The GMC also submitted that the MPT gave undue weight to the fact that Dr Ahmed had been subject to an interim suspension order of four months. It appeared that the MPT regarded suspension of Dr Ahmed’s registration for a period of six months an appropriate sanction and then made an allowance for Dr Ahmed’s interim suspension which led it to arrive at a suspension of two months. The GDC relied on the cases of Ujam v GMC [2012] EWHC 683 (Admin) and Abdul-Razzak v GPC [2016] EWHC 1204 (Admin) to submit that it was inappropriate to treat an interim suspension order analogously to a period of imprisonment on remand, which would be deducted from a custodial sentence. Although it was accepted that undue weight must not be placed on interim orders when imposing sanction, it was nonetheless a relevant factor that should be considered. It was a matter of judgment for the MPT as part of its multi-factorial decision on sanction.

The court held that the MPT was entitled to conclude, in all the circumstances, including Dr Ahmed’s having already served an interim suspension of four months, and bearing in mind that this was not a case involving any threat to patient health or safety, that a suspension of two months was sufficient to mark the misconduct.
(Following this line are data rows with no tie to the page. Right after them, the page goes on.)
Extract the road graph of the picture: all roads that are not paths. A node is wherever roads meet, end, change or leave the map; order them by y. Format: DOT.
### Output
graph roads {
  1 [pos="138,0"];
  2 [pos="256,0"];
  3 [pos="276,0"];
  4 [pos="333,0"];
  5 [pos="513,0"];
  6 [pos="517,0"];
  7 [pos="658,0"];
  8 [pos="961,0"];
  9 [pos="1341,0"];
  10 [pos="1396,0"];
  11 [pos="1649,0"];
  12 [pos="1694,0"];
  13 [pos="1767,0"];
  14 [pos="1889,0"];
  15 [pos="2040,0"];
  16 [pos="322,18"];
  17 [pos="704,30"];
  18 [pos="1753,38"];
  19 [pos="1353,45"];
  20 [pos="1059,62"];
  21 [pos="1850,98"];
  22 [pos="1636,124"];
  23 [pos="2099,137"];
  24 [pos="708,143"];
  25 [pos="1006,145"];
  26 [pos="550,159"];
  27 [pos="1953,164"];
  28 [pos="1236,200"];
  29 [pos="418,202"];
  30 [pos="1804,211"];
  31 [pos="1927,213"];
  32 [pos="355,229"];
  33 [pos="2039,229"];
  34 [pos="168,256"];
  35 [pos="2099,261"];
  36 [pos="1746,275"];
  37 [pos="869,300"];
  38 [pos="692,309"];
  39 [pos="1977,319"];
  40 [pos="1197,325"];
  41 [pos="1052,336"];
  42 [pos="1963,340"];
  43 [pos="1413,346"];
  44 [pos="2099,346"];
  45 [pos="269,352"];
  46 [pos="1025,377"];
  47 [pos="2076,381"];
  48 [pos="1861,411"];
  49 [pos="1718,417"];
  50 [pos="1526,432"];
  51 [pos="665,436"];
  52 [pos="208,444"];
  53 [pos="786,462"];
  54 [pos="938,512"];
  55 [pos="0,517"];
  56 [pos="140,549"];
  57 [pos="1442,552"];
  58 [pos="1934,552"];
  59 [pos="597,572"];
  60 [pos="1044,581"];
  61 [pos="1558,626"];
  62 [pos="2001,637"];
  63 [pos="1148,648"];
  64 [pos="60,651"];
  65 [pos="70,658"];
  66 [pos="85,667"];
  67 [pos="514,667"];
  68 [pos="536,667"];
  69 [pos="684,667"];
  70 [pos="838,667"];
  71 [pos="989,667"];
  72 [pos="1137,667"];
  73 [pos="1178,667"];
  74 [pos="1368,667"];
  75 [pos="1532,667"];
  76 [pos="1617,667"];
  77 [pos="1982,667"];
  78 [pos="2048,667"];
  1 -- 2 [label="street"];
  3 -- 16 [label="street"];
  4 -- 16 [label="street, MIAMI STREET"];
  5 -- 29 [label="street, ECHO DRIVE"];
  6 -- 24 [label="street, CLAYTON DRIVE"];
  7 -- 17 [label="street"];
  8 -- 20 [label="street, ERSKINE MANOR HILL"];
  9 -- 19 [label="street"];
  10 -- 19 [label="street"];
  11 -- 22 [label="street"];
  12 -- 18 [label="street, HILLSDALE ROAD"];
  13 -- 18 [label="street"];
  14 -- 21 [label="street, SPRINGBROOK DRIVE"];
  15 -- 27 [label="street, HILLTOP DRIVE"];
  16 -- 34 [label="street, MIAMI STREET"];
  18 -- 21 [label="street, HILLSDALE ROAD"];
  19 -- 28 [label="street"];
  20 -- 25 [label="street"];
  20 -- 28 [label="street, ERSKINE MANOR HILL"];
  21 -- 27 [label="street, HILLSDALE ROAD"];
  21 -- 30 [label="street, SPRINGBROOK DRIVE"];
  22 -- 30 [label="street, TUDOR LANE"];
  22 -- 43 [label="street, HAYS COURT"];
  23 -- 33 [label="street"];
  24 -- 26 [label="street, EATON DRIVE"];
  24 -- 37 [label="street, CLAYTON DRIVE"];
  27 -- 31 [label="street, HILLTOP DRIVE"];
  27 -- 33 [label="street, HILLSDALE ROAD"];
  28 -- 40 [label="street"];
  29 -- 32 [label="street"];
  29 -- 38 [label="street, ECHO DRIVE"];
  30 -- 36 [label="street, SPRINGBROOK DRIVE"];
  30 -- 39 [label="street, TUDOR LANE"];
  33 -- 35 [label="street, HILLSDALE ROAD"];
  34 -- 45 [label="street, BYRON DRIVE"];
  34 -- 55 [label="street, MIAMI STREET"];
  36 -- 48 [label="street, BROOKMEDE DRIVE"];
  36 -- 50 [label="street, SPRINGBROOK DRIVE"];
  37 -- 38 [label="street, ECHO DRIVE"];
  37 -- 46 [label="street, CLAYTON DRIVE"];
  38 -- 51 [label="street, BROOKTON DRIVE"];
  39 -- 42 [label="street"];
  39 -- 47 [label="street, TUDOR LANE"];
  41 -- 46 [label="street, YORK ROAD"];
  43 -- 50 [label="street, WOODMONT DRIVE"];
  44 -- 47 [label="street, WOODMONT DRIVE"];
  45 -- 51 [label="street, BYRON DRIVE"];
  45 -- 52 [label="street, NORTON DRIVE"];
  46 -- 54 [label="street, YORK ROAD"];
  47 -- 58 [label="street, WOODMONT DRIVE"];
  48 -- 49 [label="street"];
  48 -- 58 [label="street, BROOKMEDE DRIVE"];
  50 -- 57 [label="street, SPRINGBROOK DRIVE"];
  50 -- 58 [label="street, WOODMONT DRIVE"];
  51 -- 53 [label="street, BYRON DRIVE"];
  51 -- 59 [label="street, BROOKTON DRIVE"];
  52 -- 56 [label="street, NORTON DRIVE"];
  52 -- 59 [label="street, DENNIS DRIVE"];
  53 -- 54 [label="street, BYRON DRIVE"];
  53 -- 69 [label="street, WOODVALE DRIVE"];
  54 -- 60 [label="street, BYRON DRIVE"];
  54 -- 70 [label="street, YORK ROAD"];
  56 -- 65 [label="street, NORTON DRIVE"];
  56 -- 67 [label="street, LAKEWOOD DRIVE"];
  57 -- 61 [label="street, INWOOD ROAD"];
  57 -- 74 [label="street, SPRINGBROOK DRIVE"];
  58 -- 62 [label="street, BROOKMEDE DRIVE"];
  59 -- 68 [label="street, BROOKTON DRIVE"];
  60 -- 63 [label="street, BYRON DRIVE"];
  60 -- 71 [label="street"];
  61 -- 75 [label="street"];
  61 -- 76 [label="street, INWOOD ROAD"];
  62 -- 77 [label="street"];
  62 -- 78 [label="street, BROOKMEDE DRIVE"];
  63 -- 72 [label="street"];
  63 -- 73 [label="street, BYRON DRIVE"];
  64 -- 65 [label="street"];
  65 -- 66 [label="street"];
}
The GMC finally criticised the MPT’s decision not to order a review of the order and its failure to give any reasoning for that decision beyond the assertion that a review would serve no useful purpose. Although it was observed that the MPT’s reasoning might have been better and more fully expressed, it was open to the MPT to conclude that a review in this case would serve no useful purpose, the reasons for which were sufficiently clear from a reading of the whole determination.

Ahmed somewhat limits the principle in Jagjivan as to the degree of deference that should be afforded to professional tribunals in cases of sexual misconduct. It helpfully reinforces the principle in Bawa Garba v GMC that the court will be slow to interfere with a tribunal’s multifactorial decision regarding sanction.